Text by Robert McNaught
Buying a vehicle can be a stressful and time-consuming experience, but it doesn’t have to be.
Most of the stress that comes from buying vehicles is a result of “information overload”. There seem to be a million different vehicles to choose from these days and most can be equipped in a number of different ways.
As well, you have different brands competing against each other. The Toyota sales rep tells you that his or her vehicle is the best, while the Pontiac sales rep insists that his/her vehicle is the best. The Dodge guys tell you that Ford makes garbage and the Ford guys tell you that Dodge makes garbage (incidentally, they’re both right) and you don’t know what to make of it all.
Here are a few suggestions that might help relieve some of the anxiety that seems to surround shopping for a vehicle.

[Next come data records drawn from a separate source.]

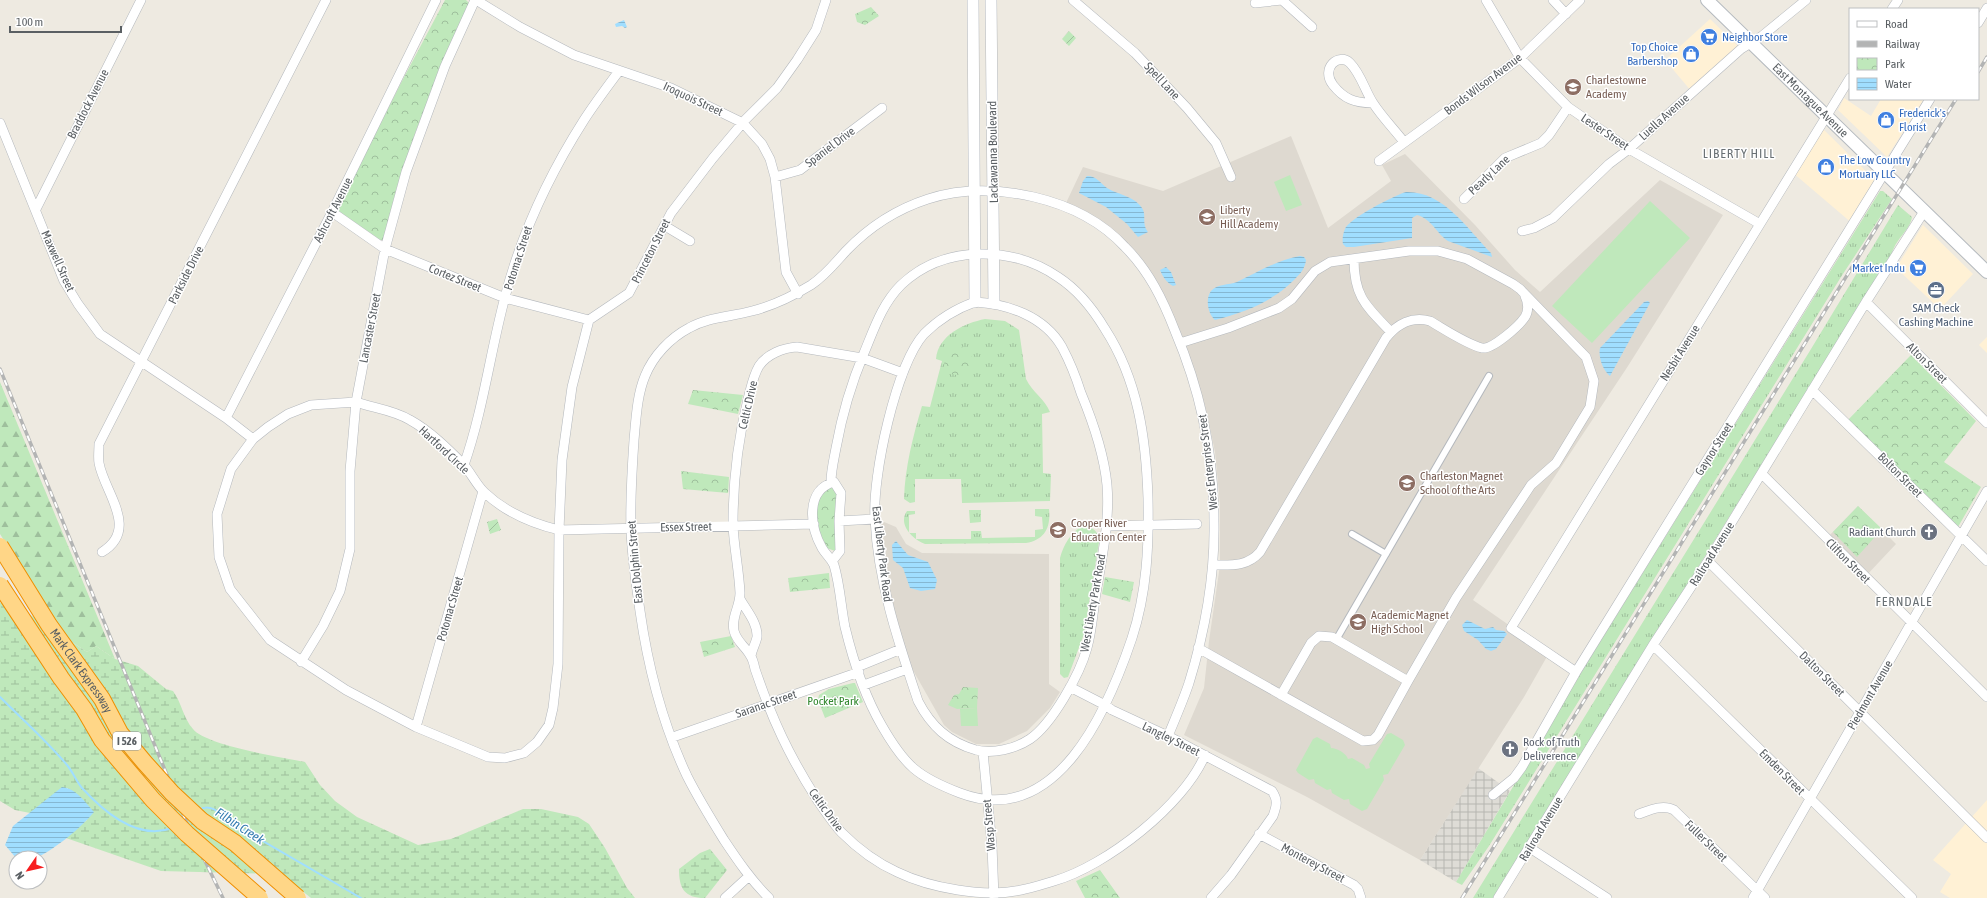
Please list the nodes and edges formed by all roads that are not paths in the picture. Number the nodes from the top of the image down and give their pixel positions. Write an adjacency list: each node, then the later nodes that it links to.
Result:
1 (141, 0): 40 (street, Braddock Avenue)
2 (326, 0): 62 (street, Parkside Drive)
3 (436, 0): 42 (street, Ashcroft Avenue)
4 (475, 0): 22 (street, Iroquois Street); 47 (street, Lancaster Street)
5 (826, 0): 30 (street, Princeton Street)
6 (973, 0): 37 (street, Lackawanna Boulevard)
7 (991, 0): 38 (street, Lackawanna Boulevard)
8 (1073, 0): 36 (street, Spell Lane)
9 (1282, 0): 15 (street); 19 (street)
10 (1486, 0): 21 (street, Lester Street)
11 (1553, 0): 17 (street)
12 (1580, 0): 17 (street, Bonds Wilson Avenue)
13 (1708, 0): 20 (main road, East Montague Avenue)
14 (1806, 0): 20 (street, Luella Avenue)
15 (1255, 3)
16 (1987, 8): 18 (street)
17 (1566, 14): 21 (street, Bonds Wilson Avenue)
18 (1979, 21)
19 (1312, 27)
20 (1750, 43): 28 (main road, East Montague Avenue); 32 (street, Luella Avenue)
21 (1520, 58): 26 (street, Lester Street); 31 (street, Bonds Wilson Avenue)
22 (619, 71): 30 (street, Iroquois Street); 54 (street, Potomac Street)
23 (1849, 80): 28 (street, Nesbit Avenue)
24 (1929, 100): 34 (street, Gaynor Street)
25 (1372, 103): 25 (street); 31 (street)
26 (1568, 107): 32 (street, Lester Street); 39 (street, Pearly Lane)
27 (882, 108): 35 (street, Spaniel Drive)
28 (1826, 116): 34 (main road, East Montague Avenue); 43 (street, Nesbit Avenue)
29 (0, 123): 40 (street, Maxwell Street)
30 (742, 123): 35 (street, Iroquois Street); 44 (street, Princeton Street)
31 (1404, 142): 33 (street, Bonds Wilson Avenue)
32 (1629, 149): 43 (street, Lester Street); 45 (street, Luella Avenue)
33 (1380, 161)
34 (1885, 172): 41 (main road, East Montague Avenue); 104 (street, Gaynor Street)
35 (775, 177): 52 (street, Iroquois Street)
36 (1231, 177)
37 (974, 191): 38 (street, West Enterprise Street); 48 (street, Lackawanna Boulevard); 52 (street, East Dolphin Street)
38 (993, 191): 49 (street, Lackawanna Boulevard); 60 (street, West Enterprise Street)
39 (1464, 199)
40 (36, 209): 62 (street, Maxwell Street)
41 (1925, 210): 51 (main road, East Montague Avenue); 56 (street, Railroad Avenue)
42 (332, 212): 47 (street, Cortez Street); 67 (street, Ashcroft Avenue)
43 (1760, 224): 104 (street, Nesbit Avenue)
44 (665, 226): 46 (street); 58 (street, Princeton Street)
45 (1522, 231)
46 (690, 241)
47 (385, 249): 54 (street, Cortez Street); 66 (street, Lancaster Street)
48 (975, 254): 49 (street); 55 (street, Lackawanna Boulevard); 61 (street)
49 (994, 255): 57 (street, Lackawanna Boulevard); 79 (street)
50 (1354, 259): 53 (street); 59 (street); 60 (street)
51 (1986, 269)
52 (798, 294): 82 (street, East Dolphin Street)
53 (1525, 295): 59 (street); 105 (street)
54 (505, 298): 58 (street, Cortez Street); 70 (street, Potomac Street)
55 (975, 302): 57 (street, East Liberty Park Road); 63 (street, East Liberty Park Road)
56 (1866, 302): 65 (street, Railroad Avenue); 68 (street, Alton Street)
57 (994, 303): 81 (street, West Liberty Park Road)
58 (589, 320): 83 (street)
59 (1391, 332): 92 (street)
60 (1180, 343): 92 (street, West Enterprise Street)
61 (862, 358): 63 (street, Celtic Drive); 72 (street); 80 (street, Celtic Drive)
62 (141, 362): 67 (street, Maxwell Street); 87 (street, Parkside Drive)
63 (903, 373): 75 (street, East Liberty Park Road)
64 (1489, 376): 88 (street)
65 (1812, 390): 71 (street, Railroad Avenue); 85 (street, Bolton Street)
66 (356, 402): 69 (street, Hartford Circle); 70 (street, Hartford Circle); 101 (street, Lancaster Street)
67 (226, 418): 69 (street, Maxwell Street)
68 (1987, 423)
69 (253, 439): 101 (street, Hartford Circle)
70 (464, 465): 73 (street, Hartford Circle)
71 (1762, 474): 91 (street, Railroad Avenue); 95 (street, Clifton Street)
72 (831, 482): 76 (street); 77 (street)
73 (483, 491): 83 (street, Hartford Circle); 113 (street, Potomac Street)
74 (1987, 491): 85 (street, Piedmont Avenue)
75 (875, 519): 76 (street); 99 (street, East Liberty Park Road)
76 (839, 521): 89 (street)
77 (814, 524): 80 (street, Essex Street); 89 (street)
78 (1197, 524): 79 (street)
79 (1148, 525): 81 (street); 111 (street)
80 (733, 526): 82 (street, Essex Street); 94 (street, Celtic Drive)
81 (1107, 526): 107 (street, West Liberty Park Road)
82 (631, 528): 83 (street, Essex Street); 115 (street, East Dolphin Street)
83 (559, 530): 113 (street, Hartford Circle)
84 (1352, 534): 88 (street)
85 (1961, 535): 90 (street, Bolton Street); 95 (street, Piedmont Avenue)
86 (0, 546): 129 (highway, Mark Clark Expressway / I 526, bridge)
87 (102, 552)
88 (1386, 554): 96 (street)
89 (833, 560): 103 (street)
90 (1987, 560)
91 (1708, 561): 97 (street, Railroad Avenue); 112 (street, Dalton Street)
92 (1212, 565): 98 (street, West Enterprise Street)
93 (0, 585): 128 (highway, Mark Clark Expressway / I 526, bridge)
94 (740, 599): 100 (street, Celtic Drive); 100 (street, Celtic Drive)
95 (1910, 622): 109 (street, Clifton Street); 112 (street, Piedmont Avenue)
96 (1336, 640): 105 (street); 108 (street)
97 (1653, 645): 119 (street, Emden Street); 124 (street, Railroad Avenue)
98 (1198, 648): 108 (street); 114 (street, West Enterprise Street)
99 (901, 649): 102 (street, East Liberty Park Road); 103 (street, Saranac Street)
100 (751, 656): 110 (street, Celtic Drive)
101 (302, 662): 113 (street, Hartford Circle)
102 (908, 669): 106 (street); 116 (street, East Liberty Park Road)
103 (858, 670): 106 (street); 110 (street, Saranac Street)
104 (1576, 672): 118 (street, Gaynor Street)
105 (1408, 681): 108 (street)
106 (864, 685): 120 (street)
107 (1070, 687): 111 (street, Langley Street); 116 (street, West Liberty Park Road)
108 (1281, 695)
109 (1987, 697)
110 (767, 704): 115 (street, Saranac Street); 127 (street, Celtic Drive)
111 (1105, 705): 114 (street, Langley Street); 120 (street)
112 (1860, 712): 119 (street, Piedmont Avenue); 123 (street, Dalton Street)
113 (416, 727)
114 (1168, 736): 117 (street, Langley Street)
115 (673, 737): 125 (street, East Dolphin Street)
116 (983, 752): 120 (street, Wasp Street)
117 (1205, 755): 122 (street, Langley Street); 127 (street)
118 (1493, 795)
119 (1810, 799): 126 (street, Piedmont Avenue); 137 (street, Emden Street)
120 (987, 800): 127 (street, Wasp Street)
121 (1639, 814): 126 (street, Fuller Street)
122 (1259, 834): 132 (street); 133 (street, Monterey Street)
123 (1987, 838)
124 (1530, 848): 134 (street, Railroad Avenue); 135 (street)
125 (748, 877): 130 (street); 131 (street, East Dolphin Street)
126 (1755, 894): 136 (street, Fuller Street)
127 (994, 895)
128 (260, 898)
129 (298, 898)
130 (724, 898)
131 (769, 898)
132 (1211, 898)
133 (1361, 898)
134 (1498, 898)
135 (1607, 898)
136 (1764, 898)
137 (1912, 898)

Do Your Homework. All this requires is to make a list of a few needs and wants for your next vehicle. What do you want your vehicle to be able to do for you? Take some time to think clearly about just how you want to use your vehicle before you head out to look for one. It seems like a simple idea but most people don’t take the time to do it. Do you need extra room for the kid’s hockey equipment? Is it added comfort you’re after? Maybe you just want something that will get you from point A to point B. This is the information that you want to take with you to the dealership.

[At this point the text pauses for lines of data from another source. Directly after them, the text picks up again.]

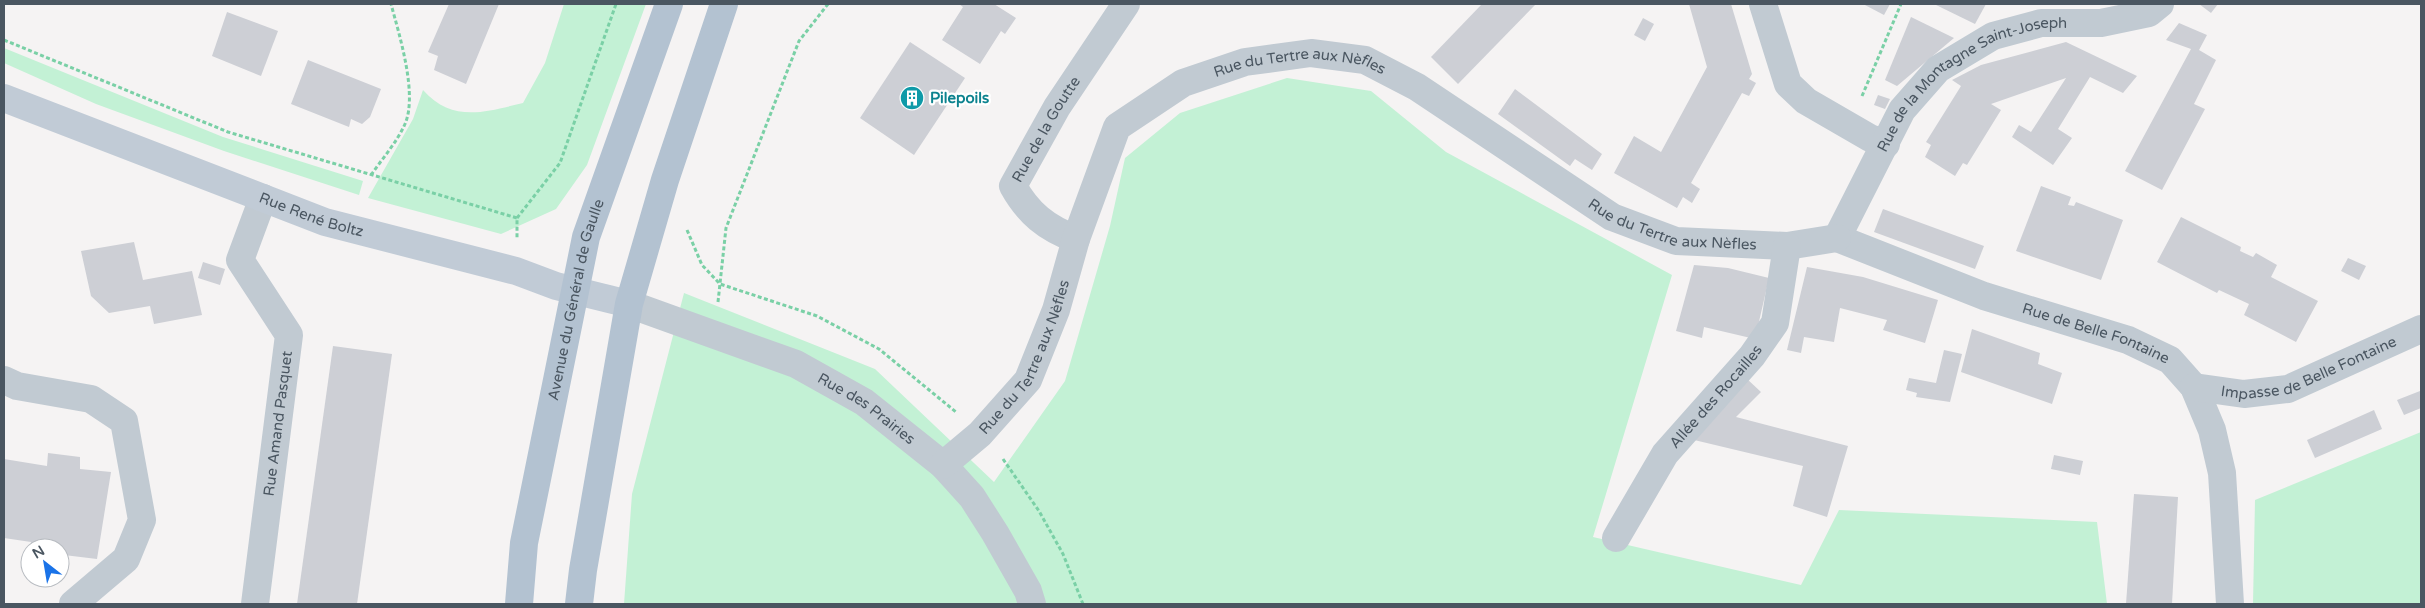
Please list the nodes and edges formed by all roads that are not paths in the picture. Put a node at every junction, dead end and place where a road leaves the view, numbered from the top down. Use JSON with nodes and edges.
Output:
{"nodes":[{"id":1,"x":669,"y":4,"type":"edge"},
{"id":2,"x":724,"y":4,"type":"edge"},
{"id":3,"x":1126,"y":4,"type":"edge"},
{"id":4,"x":1764,"y":4,"type":"edge"},
{"id":5,"x":2160,"y":4,"type":"edge"},
{"id":6,"x":4,"y":98,"type":"edge"},
{"id":7,"x":1886,"y":144,"type":"junction"},
{"id":8,"x":263,"y":198,"type":"junction"},
{"id":9,"x":1837,"y":238,"type":"junction"},
{"id":10,"x":1076,"y":239,"type":"junction"},
{"id":11,"x":1787,"y":246,"type":"junction"},
{"id":12,"x":576,"y":289,"type":"junction"},
{"id":13,"x":629,"y":304,"type":"junction"},
{"id":14,"x":2421,"y":329,"type":"edge"},
{"id":15,"x":4,"y":380,"type":"edge"},
{"id":16,"x":2194,"y":387,"type":"junction"},
{"id":17,"x":943,"y":465,"type":"junction"},
{"id":18,"x":1616,"y":538,"type":"dead end"},
{"id":19,"x":73,"y":604,"type":"edge"},
{"id":20,"x":255,"y":604,"type":"edge"},
{"id":21,"x":519,"y":604,"type":"edge"},
{"id":22,"x":579,"y":604,"type":"edge"},
{"id":23,"x":1032,"y":604,"type":"edge"},
{"id":24,"x":2230,"y":604,"type":"edge"}],
"edges":[{"from":1,"to":12,"type":"main road","name":"Avenue du Général de Gaulle"},
{"from":2,"to":13,"type":"main road"},
{"from":3,"to":10,"type":"street","name":"Rue de la Goutte"},
{"from":4,"to":7,"type":"street"},
{"from":5,"to":7,"type":"street","name":"Rue de la Montagne Saint-Joseph"},
{"from":6,"to":8,"type":"main road","name":"Rue René Boltz"},
{"from":7,"to":9,"type":"street","name":"Rue de la Montagne Saint-Joseph"},
{"from":8,"to":12,"type":"main road","name":"Rue René Boltz"},
{"from":8,"to":20,"type":"street","name":"Rue Amand Pasquet"},
{"from":9,"to":11,"type":"street","name":"Rue du Tertre aux Nèfles"},
{"from":9,"to":16,"type":"street","name":"Rue de Belle Fontaine"},
{"from":10,"to":11,"type":"street","name":"Rue du Tertre aux Nèfles"},
{"from":10,"to":17,"type":"street","name":"Rue du Tertre aux Nèfles"},
{"from":11,"to":18,"type":"street","name":"Allée des Rocailles"},
{"from":12,"to":13,"type":"main road","name":"Rue René Boltz"},
{"from":12,"to":21,"type":"main road","name":"Avenue du Général de Gaulle"},
{"from":13,"to":17,"type":"street","name":"Rue des Prairies"},
{"from":13,"to":22,"type":"main road"},
{"from":14,"to":16,"type":"street","name":"Impasse de Belle Fontaine"},
{"from":15,"to":19,"type":"street"},
{"from":16,"to":24,"type":"street","name":"Rue de Belle Fontaine"},
{"from":17,"to":23,"type":"street","name":"Rue des Prairies"}]}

Take Your Time. Many customers are in such a hurry to get in and out of the dealership that they spend all of their time looking at vehicles in the hopes that they will find the right one in record time and make a quick escape. Taking your time will actually save you time in the long run.
Don’t Forget about Service. On average, most people spend at least three to four hours with a salesperson when purchasing a car. This includes selecting a vehicle, test-driving it, arranging the paperwork, and going over other details. One of the most important (and most often overlooked) aspects of a vehicle purchase is the quality of care you will receive from your dealer after you purchase their car. Find out up front and include it as part of your buying criteria so you won’t be disappointed later.

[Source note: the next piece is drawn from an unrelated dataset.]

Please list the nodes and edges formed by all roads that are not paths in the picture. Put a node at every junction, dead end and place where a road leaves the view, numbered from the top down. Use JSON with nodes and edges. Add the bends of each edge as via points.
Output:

Utilize Your Salesperson. Once you get to the dealership find a salesperson that you feel comfortable with and sit down with them for five or ten minutes before you start to look at vehicles. This is a step that is skipped by customers and salespeople alike. Quite often your salesperson will be able to suggest something that you may not have thought of otherwise. Give these people a chance to do their jobs and make some informed suggestions; you may be surprised at the amount of time saved when you both exchange the right information with each other.